Bien évidemment dans cette petite manif, tout s’est passé dans le calme car personne n’a envie de tomber dans le piège du désordre. Au centre d’Oyonnax, un œuf lancé sur le cortège depuis un balcon a atteint son but, je me plais tout de même à le préciser, non pas parce que c’est dramatique mais parce que cela montre ce que certains ont dans la tête : un certain désordre.
Et puisqu’on parle tant de désordre à propos de l’opposition au passe de la honte, répétons la question autant qu’il le faudra : qui a mis le pays en morceaux depuis cinq ans et plus encore depuis l’obligation vaccinale déguisée ? Qui a créé le désordre ? Réponse : celui qui reviendra pour cinq autres années grâce à l’abstention et à la vieille gauche dont les rescapés, par les sortilèges de l’âge, de l’embourgeoisement et de la trouille, sont devenus les fachos d’aujourd’hui.

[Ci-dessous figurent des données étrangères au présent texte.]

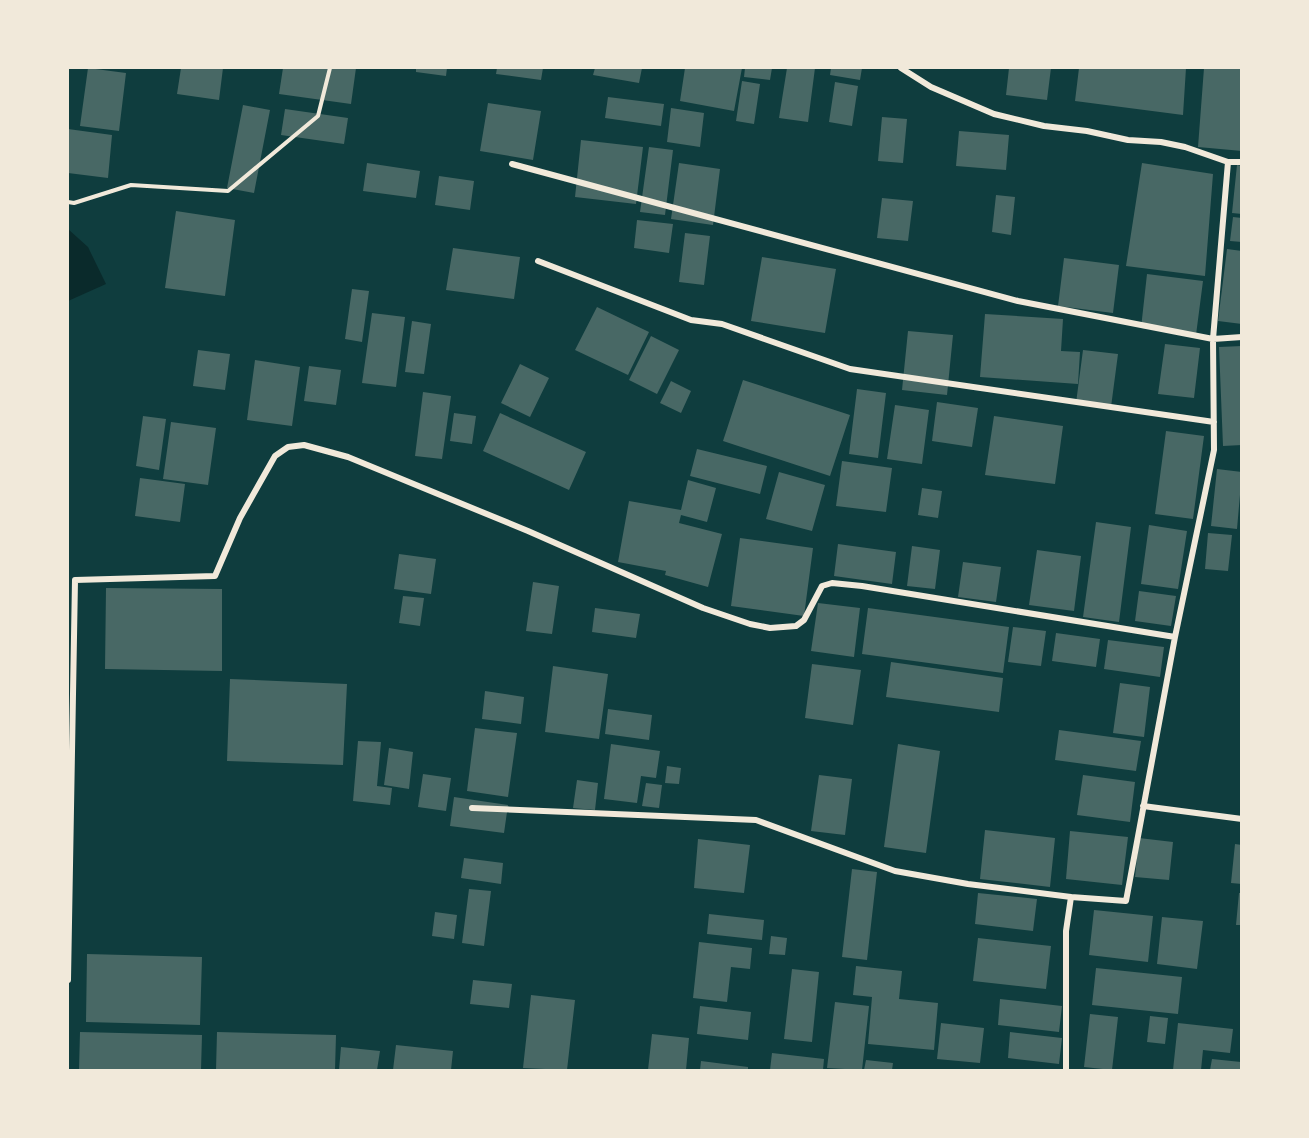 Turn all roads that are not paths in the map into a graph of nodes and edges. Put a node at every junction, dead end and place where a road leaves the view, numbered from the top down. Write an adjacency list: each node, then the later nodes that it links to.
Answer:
1 (901, 68): 2 (street)
2 (1228, 162): 3 (street); 7 (street)
3 (1242, 162)
4 (512, 164): 7 (street)
5 (538, 261): 8 (street)
6 (1242, 337): 7 (street)
7 (1213, 339): 8 (street)
8 (1214, 422): 9 (street)
9 (1175, 637): 10 (street); 14 (street)
10 (1143, 806): 12 (street); 13 (street)
11 (472, 808): 13 (street)
12 (1242, 819)
13 (1071, 897): 15 (street)
14 (68, 980)
15 (1066, 1071) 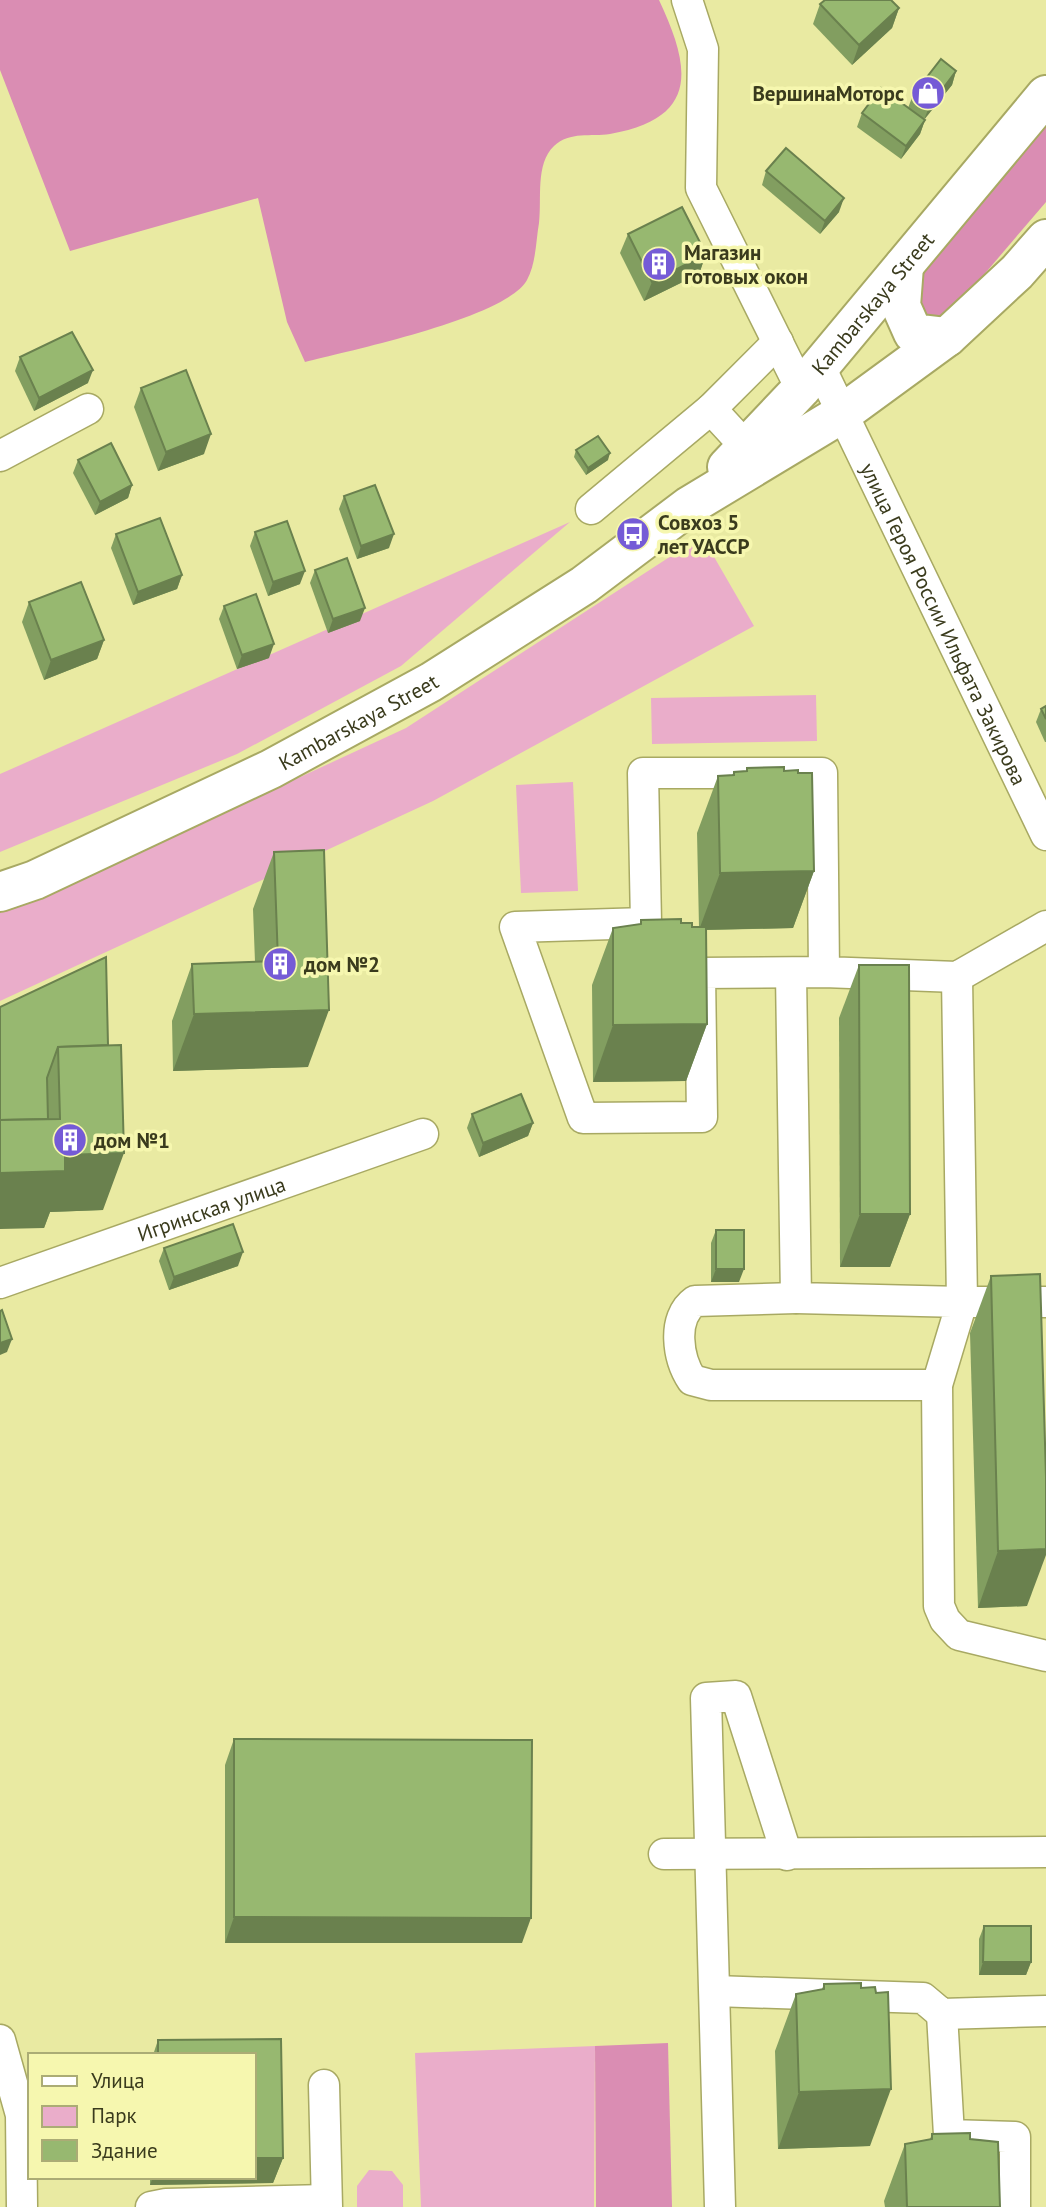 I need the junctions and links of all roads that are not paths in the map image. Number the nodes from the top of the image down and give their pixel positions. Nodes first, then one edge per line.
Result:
1 (687, 0) edge
2 (1046, 95) edge
3 (1046, 239) edge
4 (904, 266) junction
5 (947, 337) junction
6 (778, 342) junction
7 (811, 378) junction
8 (88, 409) dead end
9 (711, 410) junction
10 (843, 413) junction
11 (746, 447) junction
12 (0, 456) edge
13 (689, 506) junction
14 (591, 509) dead end
15 (1046, 835) edge
16 (0, 892) edge
17 (1046, 926) edge
18 (824, 972) junction
19 (791, 974) junction
20 (957, 977) junction
21 (423, 1134) dead end
22 (0, 1283) edge
23 (796, 1298) junction
24 (962, 1302) junction
25 (1046, 1302) edge
26 (937, 1385) junction
27 (1046, 1656) edge
28 (1046, 1852) edge
29 (664, 1854) dead end
30 (787, 1855) junction
31 (708, 1856) junction
32 (715, 1992) junction
33 (1046, 2011) edge
34 (942, 2014) junction
35 (0, 2040) edge
36 (324, 2085) dead end
37 (326, 2204) edge
38 (22, 2207) edge
39 (151, 2207) edge
40 (719, 2207) edge
41 (1016, 2207) edge

1 - 6 street, улица Героя России Ильфата Закирова
2 - 4 main road, Kambarskaya Street
3 - 5 main road, Kambarskaya Street
4 - 5 main road
4 - 7 main road, Kambarskaya Street
5 - 10 main road, Kambarskaya Street
6 - 7 street, улица Героя России Ильфата Закирова
6 - 9 street
7 - 10 street, улица Героя России Ильфата Закирова
7 - 11 main road, Kambarskaya Street
8 - 12 street
9 - 11 street
9 - 14 street
10 - 13 main road, Kambarskaya Street
10 - 15 street, улица Героя России Ильфата Закирова
11 - 13 main road, Kambarskaya Street
13 - 16 main road, Kambarskaya Street
17 - 20 street
18 - 19 street
18 - 19 street
18 - 20 street
19 - 23 street
20 - 24 street
21 - 22 street, Игринская улица
23 - 24 street
23 - 26 street
24 - 25 street
24 - 26 street
26 - 27 street
28 - 30 street
29 - 31 street
30 - 31 street
30 - 31 street
31 - 32 street
32 - 34 street
32 - 40 street
33 - 34 street
34 - 41 street
35 - 38 street
36 - 37 street
37 - 39 street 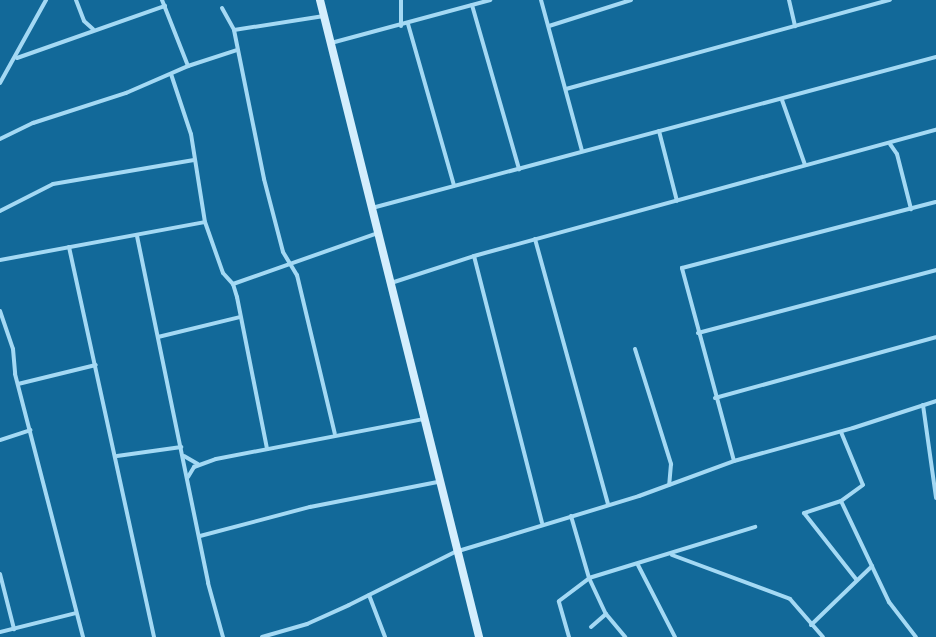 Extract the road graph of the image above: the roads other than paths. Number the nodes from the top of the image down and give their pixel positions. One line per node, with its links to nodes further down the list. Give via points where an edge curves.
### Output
1 (46, 0): 24 (street)
2 (76, 0): 19 (street, via 87,27)
3 (162, 0): 12 (street)
4 (320, 0): 14 (street)
5 (401, 0): 16 (street)
6 (490, 0): 11 (street)
7 (541, 0): 17 (street)
8 (631, 0): 17 (street)
9 (789, 0): 18 (street)
10 (890, 0): 18 (street)
11 (472, 5): 15 (street); 37 (street)
12 (165, 6): 19 (street); 25 (street)
13 (222, 8): 20 (street)
14 (324, 16): 20 (street); 21 (street)
15 (408, 24): 16 (street); 38 (street)
16 (401, 26): 21 (street)
17 (549, 26): 28 (street)
18 (795, 26): 28 (street)
19 (95, 30): 24 (street)
20 (234, 30): 22 (street)
21 (331, 43): 41 (street)
22 (237, 50): 25 (street); 51 (street, via 278,233 286,260)
23 (936, 57): 29 (street)
24 (16, 58): 27 (street)
25 (188, 66): 26 (street)
26 (171, 74): 32 (street, via 126,93 33,123); 35 (street, via 187,121)
27 (0, 83)
28 (566, 88): 34 (street)
29 (782, 100): 31 (street); 36 (street)
30 (936, 130): 33 (street)
31 (659, 131): 34 (street); 39 (street)
32 (0, 138)
33 (890, 144): 36 (street); 42 (street, via 897,154)
34 (582, 151): 37 (street)
35 (194, 160): 43 (street, via 53,184); 44 (street)
36 (805, 165): 39 (street)
37 (519, 169): 38 (street)
38 (454, 186): 41 (street)
39 (677, 201): 47 (street)
40 (936, 202): 42 (street)
41 (372, 208): 45 (street)
42 (911, 208): 57 (street, via 682,268)
43 (0, 210)
44 (206, 222): 46 (street); 54 (street, via 223,273)
45 (378, 233): 51 (street); 53 (street)
46 (137, 236): 48 (street); 58 (street)
47 (535, 239): 49 (street); 82 (street)
48 (69, 247): 50 (street); 61 (street)
49 (474, 256): 53 (street); 84 (street)
50 (0, 260)
51 (292, 264): 54 (street); 69 (street)
52 (936, 270): 57 (street)
53 (390, 283): 66 (street)
54 (233, 284): 56 (street)
55 (0, 311): 62 (street, via 13,349)
56 (240, 317): 58 (street); 72 (street)
57 (698, 334): 63 (street)
58 (158, 337): 71 (street)
59 (936, 337): 63 (street)
60 (634, 349): 79 (street, via 671,464)
61 (96, 365): 62 (street); 73 (street)
62 (18, 384): 67 (street)
63 (715, 398): 75 (street)
64 (936, 401): 65 (street)
65 (923, 405): 68 (street); 80 (street)
66 (423, 419): 69 (street); 78 (street)
67 (30, 430): 70 (street); 95 (street)
68 (841, 432): 75 (street); 81 (street, via 863,485)
69 (335, 434): 72 (street)
70 (0, 440)
71 (181, 447): 73 (street); 74 (street)
72 (267, 449): 76 (street)
73 (117, 456): 102 (street)
74 (183, 456): 76 (street); 77 (street)
75 (734, 461): 79 (street)
76 (199, 464): 77 (street)
77 (188, 478): 86 (street)
78 (438, 482): 86 (street, via 310,507); 87 (street)
79 (669, 485): 82 (street)
80 (936, 498)
81 (841, 501): 90 (street); 93 (street, via 804,513 829,549)
82 (608, 504): 83 (street)
83 (571, 516): 84 (street); 92 (street)
84 (542, 522): 87 (street)
85 (755, 527): 88 (street)
86 (200, 536): 103 (street)
87 (455, 552): 94 (street); 106 (street)
88 (672, 554): 89 (street); 97 (street, via 790,599)
89 (638, 566): 92 (street); 109 (street)
90 (872, 566): 93 (street); 111 (street, via 896,612)
91 (0, 574): 99 (street)
92 (589, 578): 96 (street); 107 (street, via 559,601)
93 (856, 579): 97 (street)
94 (369, 595): 104 (street, via 307,624); 105 (street)
95 (76, 613): 99 (street); 101 (street)
96 (606, 614): 98 (street); 108 (street)
97 (812, 625): 110 (street)
98 (592, 627)
99 (14, 629): 100 (street)
100 (0, 632)
101 (83, 637)
102 (154, 637)
103 (223, 637)
104 (262, 637)
105 (385, 637)
106 (479, 637)
107 (568, 637)
108 (624, 637)
109 (675, 637)
110 (823, 637)
111 (916, 637) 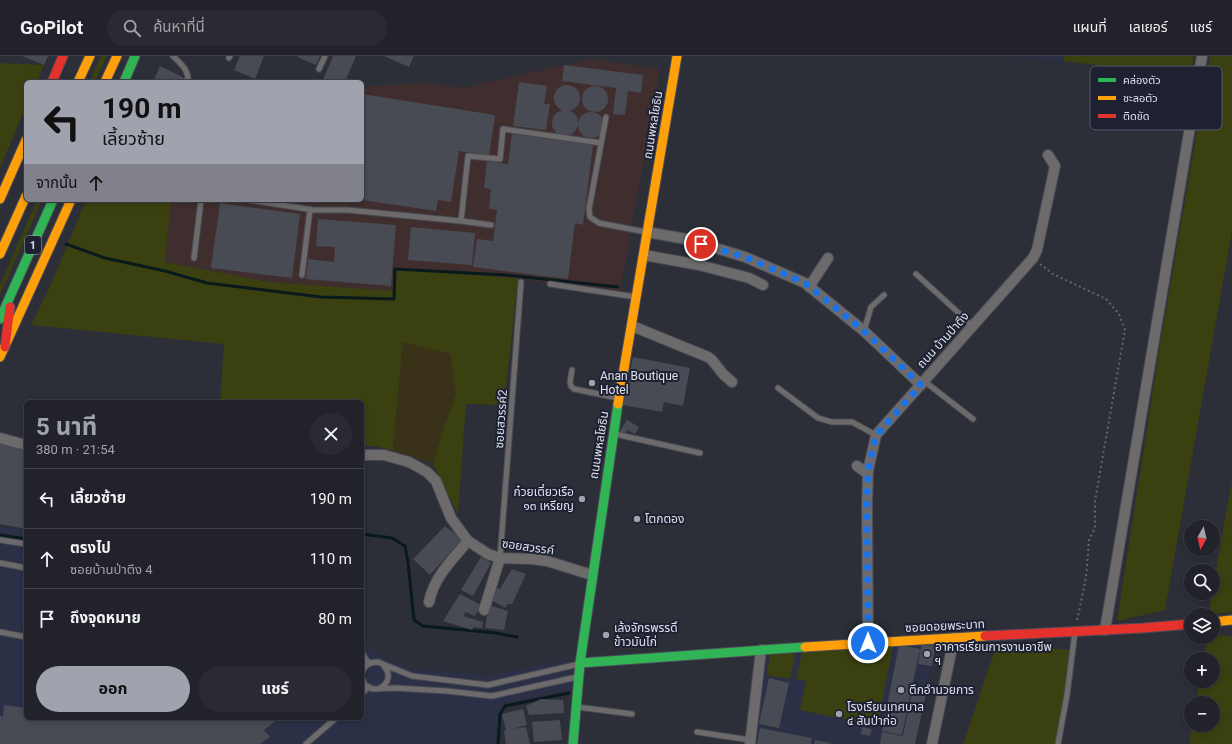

Mieux vaut s’en souvenir dès le premier tour de l’élection présidentielle : n’importe qui contre Ubu roitelet et sa jumelle au rictus qu’aucun photoshop n’arrivera à transformer en sourire. Ce serait dangereux pour les libertés? Ah oui ? Lesquelles ? Il y a certes toujours moyen d’en enlever encore mais celles qui sont déjà passées à la trappe soi-disant provisoirement, c’est déjà bien essayé, non ? Et pas par des khmers rouges ou des chemises noires.
Toutes les manifestations sont pleines de gens sympathiques ainsi que je l’ai vu aussi à celles de l’été dernier à Bourg-en-Bresse mais je sais que beaucoup de ces opposants au passe de la honte ne voteront pas dans deux mois parce qu’ils estiment déjà qu’il n’auront pas d’autre choix. S’ils n’y vont pas, on en reprendra pour cinq ans avec un risque accru d’obligation vaccinale. Alors les manifs, c’est bien gentil et bien pratique pour se sentir tout propre sur soi mais inutile si l’on ne finit pas le travail au bon moment, quitte pour certains à voter en se bouchant le nez comme on l’a d’ailleurs fait si souvent depuis si longtemps sans s’être pour autant transformé en extrémiste. D’ailleurs, les extrémistes, ce sont eux qui sont actuellement au pouvoir.